§ YOUR TASK: Which lines of the records below contain the word "Aleja"? Show each one.

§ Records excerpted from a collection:
+-------+
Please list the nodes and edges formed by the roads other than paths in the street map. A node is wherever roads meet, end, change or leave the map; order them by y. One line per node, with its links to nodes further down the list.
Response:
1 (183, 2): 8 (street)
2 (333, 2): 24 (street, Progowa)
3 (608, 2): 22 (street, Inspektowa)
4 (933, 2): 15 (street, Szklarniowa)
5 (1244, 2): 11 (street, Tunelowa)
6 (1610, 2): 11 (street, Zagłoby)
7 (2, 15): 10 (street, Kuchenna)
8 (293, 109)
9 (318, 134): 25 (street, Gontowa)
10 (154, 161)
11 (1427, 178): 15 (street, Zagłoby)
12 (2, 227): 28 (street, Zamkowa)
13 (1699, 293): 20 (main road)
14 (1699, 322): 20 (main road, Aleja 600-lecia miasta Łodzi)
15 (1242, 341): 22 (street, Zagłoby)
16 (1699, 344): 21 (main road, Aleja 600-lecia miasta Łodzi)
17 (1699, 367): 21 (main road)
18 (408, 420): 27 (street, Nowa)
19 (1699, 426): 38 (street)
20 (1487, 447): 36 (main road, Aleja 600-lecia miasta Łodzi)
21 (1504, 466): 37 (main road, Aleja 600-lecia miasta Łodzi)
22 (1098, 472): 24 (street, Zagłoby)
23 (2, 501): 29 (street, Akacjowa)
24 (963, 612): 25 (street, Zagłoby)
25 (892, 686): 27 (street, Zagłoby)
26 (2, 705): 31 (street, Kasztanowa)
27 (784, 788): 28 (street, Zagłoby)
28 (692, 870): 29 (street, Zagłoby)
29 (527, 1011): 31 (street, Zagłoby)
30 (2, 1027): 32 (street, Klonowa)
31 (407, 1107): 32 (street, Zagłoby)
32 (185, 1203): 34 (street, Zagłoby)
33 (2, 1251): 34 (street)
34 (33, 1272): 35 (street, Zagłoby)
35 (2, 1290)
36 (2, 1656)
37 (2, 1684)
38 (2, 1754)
+-------+
§ ANSWER SPACE:
14 (1699, 322): 20 (main road, Aleja 600-lecia miasta Łodzi)
16 (1699, 344): 21 (main road, Aleja 600-lecia miasta Łodzi)
20 (1487, 447): 36 (main road, Aleja 600-lecia miasta Łodzi)
21 (1504, 466): 37 (main road, Aleja 600-lecia miasta Łodzi)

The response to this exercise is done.